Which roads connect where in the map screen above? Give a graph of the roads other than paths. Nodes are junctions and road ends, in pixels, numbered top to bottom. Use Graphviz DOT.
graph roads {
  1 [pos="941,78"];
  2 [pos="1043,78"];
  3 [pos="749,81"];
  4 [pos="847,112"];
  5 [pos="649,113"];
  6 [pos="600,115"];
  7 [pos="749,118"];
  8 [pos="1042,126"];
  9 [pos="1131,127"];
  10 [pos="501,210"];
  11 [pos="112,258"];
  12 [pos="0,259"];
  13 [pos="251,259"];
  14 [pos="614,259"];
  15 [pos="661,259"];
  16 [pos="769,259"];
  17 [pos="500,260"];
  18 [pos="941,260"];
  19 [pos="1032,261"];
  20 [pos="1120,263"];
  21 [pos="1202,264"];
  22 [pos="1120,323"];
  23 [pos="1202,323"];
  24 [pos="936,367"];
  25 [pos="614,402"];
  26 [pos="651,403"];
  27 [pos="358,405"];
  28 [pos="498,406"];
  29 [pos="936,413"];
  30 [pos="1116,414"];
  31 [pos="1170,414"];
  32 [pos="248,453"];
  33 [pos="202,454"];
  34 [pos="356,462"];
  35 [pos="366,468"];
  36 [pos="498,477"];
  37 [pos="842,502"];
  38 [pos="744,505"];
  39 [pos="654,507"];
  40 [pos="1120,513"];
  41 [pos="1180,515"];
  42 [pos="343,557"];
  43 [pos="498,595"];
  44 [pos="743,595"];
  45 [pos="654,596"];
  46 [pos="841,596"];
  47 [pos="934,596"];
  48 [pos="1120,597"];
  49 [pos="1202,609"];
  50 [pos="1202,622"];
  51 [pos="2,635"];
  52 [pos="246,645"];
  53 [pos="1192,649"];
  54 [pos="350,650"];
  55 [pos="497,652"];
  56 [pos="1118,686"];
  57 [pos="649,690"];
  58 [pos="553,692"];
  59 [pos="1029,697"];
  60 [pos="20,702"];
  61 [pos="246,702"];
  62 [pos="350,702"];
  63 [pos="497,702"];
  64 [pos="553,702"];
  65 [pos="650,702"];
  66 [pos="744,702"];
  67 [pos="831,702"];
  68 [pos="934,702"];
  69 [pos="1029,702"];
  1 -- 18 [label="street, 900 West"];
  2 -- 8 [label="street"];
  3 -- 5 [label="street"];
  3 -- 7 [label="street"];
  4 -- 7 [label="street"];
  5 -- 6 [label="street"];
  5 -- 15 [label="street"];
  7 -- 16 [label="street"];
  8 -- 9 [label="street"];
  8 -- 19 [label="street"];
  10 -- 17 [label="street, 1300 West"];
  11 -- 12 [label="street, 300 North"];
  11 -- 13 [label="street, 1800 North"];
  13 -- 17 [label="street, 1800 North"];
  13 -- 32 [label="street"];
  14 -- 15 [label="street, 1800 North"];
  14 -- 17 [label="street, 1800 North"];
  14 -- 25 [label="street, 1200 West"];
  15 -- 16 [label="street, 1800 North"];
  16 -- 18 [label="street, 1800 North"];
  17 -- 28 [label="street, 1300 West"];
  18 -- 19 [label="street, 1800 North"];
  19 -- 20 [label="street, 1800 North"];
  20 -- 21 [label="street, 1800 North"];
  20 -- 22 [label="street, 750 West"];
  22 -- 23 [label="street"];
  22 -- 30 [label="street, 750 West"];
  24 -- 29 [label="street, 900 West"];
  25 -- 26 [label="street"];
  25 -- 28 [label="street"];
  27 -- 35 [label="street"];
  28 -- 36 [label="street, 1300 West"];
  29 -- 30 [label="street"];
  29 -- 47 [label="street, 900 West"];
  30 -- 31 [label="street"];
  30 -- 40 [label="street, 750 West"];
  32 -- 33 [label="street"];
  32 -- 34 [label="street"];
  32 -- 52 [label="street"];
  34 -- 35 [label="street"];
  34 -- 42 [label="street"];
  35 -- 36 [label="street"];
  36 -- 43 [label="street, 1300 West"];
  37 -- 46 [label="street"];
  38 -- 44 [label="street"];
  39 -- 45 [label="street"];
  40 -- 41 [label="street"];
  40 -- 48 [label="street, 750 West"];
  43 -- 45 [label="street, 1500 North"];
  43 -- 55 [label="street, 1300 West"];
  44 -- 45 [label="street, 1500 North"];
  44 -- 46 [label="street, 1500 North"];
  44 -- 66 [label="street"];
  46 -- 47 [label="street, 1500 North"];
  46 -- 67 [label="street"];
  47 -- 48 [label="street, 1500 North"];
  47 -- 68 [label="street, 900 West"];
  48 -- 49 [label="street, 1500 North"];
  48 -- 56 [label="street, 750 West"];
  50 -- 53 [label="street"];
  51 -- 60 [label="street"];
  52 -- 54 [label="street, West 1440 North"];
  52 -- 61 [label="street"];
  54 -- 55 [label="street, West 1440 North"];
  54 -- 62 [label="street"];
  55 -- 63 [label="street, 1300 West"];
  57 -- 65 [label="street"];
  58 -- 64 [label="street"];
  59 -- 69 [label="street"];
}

DIRECTIONS FOR THIS TASK:
Print the full listing verbatim. Leave nothing out.

SOLUTION FOR THIS TASK:
Which roads connect where in the map screen above? Give a graph of the roads other than paths. Nodes are junctions and road ends, in pixels, numbered top to bottom. Use Graphviz DOT.
graph roads {
  1 [pos="941,78"];
  2 [pos="1043,78"];
  3 [pos="749,81"];
  4 [pos="847,112"];
  5 [pos="649,113"];
  6 [pos="600,115"];
  7 [pos="749,118"];
  8 [pos="1042,126"];
  9 [pos="1131,127"];
  10 [pos="501,210"];
  11 [pos="112,258"];
  12 [pos="0,259"];
  13 [pos="251,259"];
  14 [pos="614,259"];
  15 [pos="661,259"];
  16 [pos="769,259"];
  17 [pos="500,260"];
  18 [pos="941,260"];
  19 [pos="1032,261"];
  20 [pos="1120,263"];
  21 [pos="1202,264"];
  22 [pos="1120,323"];
  23 [pos="1202,323"];
  24 [pos="936,367"];
  25 [pos="614,402"];
  26 [pos="651,403"];
  27 [pos="358,405"];
  28 [pos="498,406"];
  29 [pos="936,413"];
  30 [pos="1116,414"];
  31 [pos="1170,414"];
  32 [pos="248,453"];
  33 [pos="202,454"];
  34 [pos="356,462"];
  35 [pos="366,468"];
  36 [pos="498,477"];
  37 [pos="842,502"];
  38 [pos="744,505"];
  39 [pos="654,507"];
  40 [pos="1120,513"];
  41 [pos="1180,515"];
  42 [pos="343,557"];
  43 [pos="498,595"];
  44 [pos="743,595"];
  45 [pos="654,596"];
  46 [pos="841,596"];
  47 [pos="934,596"];
  48 [pos="1120,597"];
  49 [pos="1202,609"];
  50 [pos="1202,622"];
  51 [pos="2,635"];
  52 [pos="246,645"];
  53 [pos="1192,649"];
  54 [pos="350,650"];
  55 [pos="497,652"];
  56 [pos="1118,686"];
  57 [pos="649,690"];
  58 [pos="553,692"];
  59 [pos="1029,697"];
  60 [pos="20,702"];
  61 [pos="246,702"];
  62 [pos="350,702"];
  63 [pos="497,702"];
  64 [pos="553,702"];
  65 [pos="650,702"];
  66 [pos="744,702"];
  67 [pos="831,702"];
  68 [pos="934,702"];
  69 [pos="1029,702"];
  1 -- 18 [label="street, 900 West"];
  2 -- 8 [label="street"];
  3 -- 5 [label="street"];
  3 -- 7 [label="street"];
  4 -- 7 [label="street"];
  5 -- 6 [label="street"];
  5 -- 15 [label="street"];
  7 -- 16 [label="street"];
  8 -- 9 [label="street"];
  8 -- 19 [label="street"];
  10 -- 17 [label="street, 1300 West"];
  11 -- 12 [label="street, 300 North"];
  11 -- 13 [label="street, 1800 North"];
  13 -- 17 [label="street, 1800 North"];
  13 -- 32 [label="street"];
  14 -- 15 [label="street, 1800 North"];
  14 -- 17 [label="street, 1800 North"];
  14 -- 25 [label="street, 1200 West"];
  15 -- 16 [label="street, 1800 North"];
  16 -- 18 [label="street, 1800 North"];
  17 -- 28 [label="street, 1300 West"];
  18 -- 19 [label="street, 1800 North"];
  19 -- 20 [label="street, 1800 North"];
  20 -- 21 [label="street, 1800 North"];
  20 -- 22 [label="street, 750 West"];
  22 -- 23 [label="street"];
  22 -- 30 [label="street, 750 West"];
  24 -- 29 [label="street, 900 West"];
  25 -- 26 [label="street"];
  25 -- 28 [label="street"];
  27 -- 35 [label="street"];
  28 -- 36 [label="street, 1300 West"];
  29 -- 30 [label="street"];
  29 -- 47 [label="street, 900 West"];
  30 -- 31 [label="street"];
  30 -- 40 [label="street, 750 West"];
  32 -- 33 [label="street"];
  32 -- 34 [label="street"];
  32 -- 52 [label="street"];
  34 -- 35 [label="street"];
  34 -- 42 [label="street"];
  35 -- 36 [label="street"];
  36 -- 43 [label="street, 1300 West"];
  37 -- 46 [label="street"];
  38 -- 44 [label="street"];
  39 -- 45 [label="street"];
  40 -- 41 [label="street"];
  40 -- 48 [label="street, 750 West"];
  43 -- 45 [label="street, 1500 North"];
  43 -- 55 [label="street, 1300 West"];
  44 -- 45 [label="street, 1500 North"];
  44 -- 46 [label="street, 1500 North"];
  44 -- 66 [label="street"];
  46 -- 47 [label="street, 1500 North"];
  46 -- 67 [label="street"];
  47 -- 48 [label="street, 1500 North"];
  47 -- 68 [label="street, 900 West"];
  48 -- 49 [label="street, 1500 North"];
  48 -- 56 [label="street, 750 West"];
  50 -- 53 [label="street"];
  51 -- 60 [label="street"];
  52 -- 54 [label="street, West 1440 North"];
  52 -- 61 [label="street"];
  54 -- 55 [label="street, West 1440 North"];
  54 -- 62 [label="street"];
  55 -- 63 [label="street, 1300 West"];
  57 -- 65 [label="street"];
  58 -- 64 [label="street"];
  59 -- 69 [label="street"];
}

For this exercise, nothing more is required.